Black holes are amazing: so much mass is contained in such a small region of space that nothing, not even light, can escape. In this class, we will learn to understand what black holes are, and (equally importantly) what they are not (sorry, science fiction!). We will grapple with the seeming simplicity of black holes and their weirdness. We will also study how black holes are discovered and how they give rise to some of the most astonishing phenomena in the Universe. We will cover concepts at the forefront of modern astronomy and physics and highlight the power of quantitative thinking (algebra only) and the scientific method.

Power from the nucleus offers a low-carbon source of electricity. However, fission power presents risks: nuclear proliferation, accidents, attacks (c.f. Ukraine), and waste disposal. On the other hand, new designs promise improved safety and/or smaller unit sizes. Fusion carries less risk and R&D is making exciting progress. Furthermore, private companies are now promising to commercialize fusion in the 2030's. We will delve into the scientific underpinnings of these two energy sources, strengthening your physical insight and mathematical and computational skills, and giving you the tools to assess these issues for yourselves.
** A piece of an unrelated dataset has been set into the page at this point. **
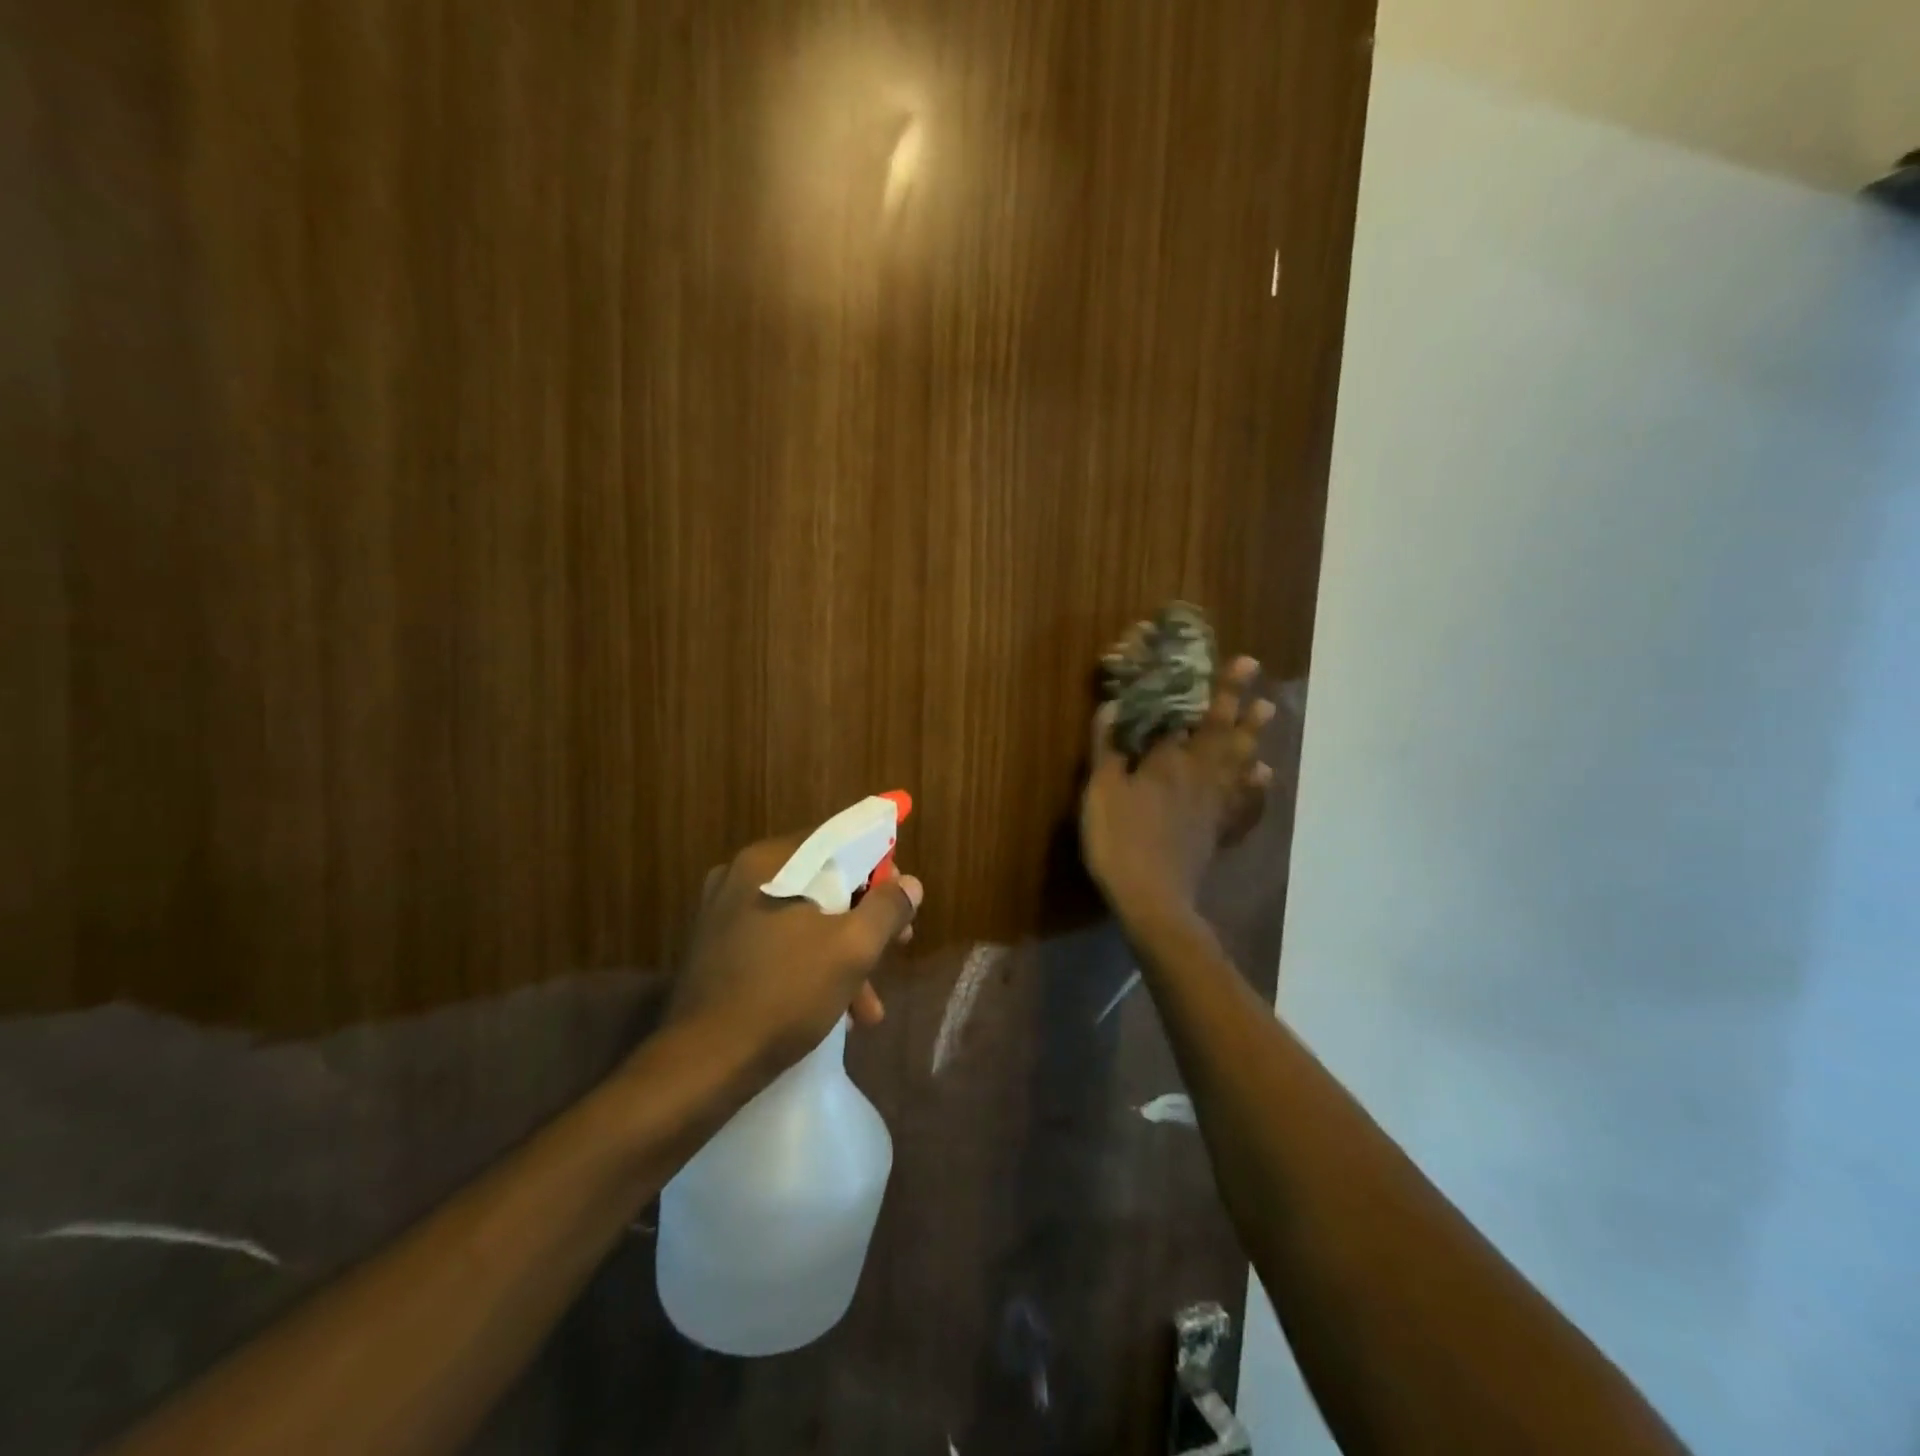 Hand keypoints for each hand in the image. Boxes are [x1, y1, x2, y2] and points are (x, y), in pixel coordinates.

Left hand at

Stars form from interstellar gas, and eventually return material to the interstellar medium (ISM). Nuclear fusion powers stars, and is also the main energy source in the ISM. This course discusses the structure and evolution of the ISM and of stars. Topics include: physical properties and methods for studying ionized, atomic, and molecular gas in the ISM; dynamics of magnetized gas flows and turbulence; gravitational collapse and star formation; the structure of stellar interiors; production of energy by nucleosynthesis; stellar evolution and end states; the effects of stars on the interstellar environment.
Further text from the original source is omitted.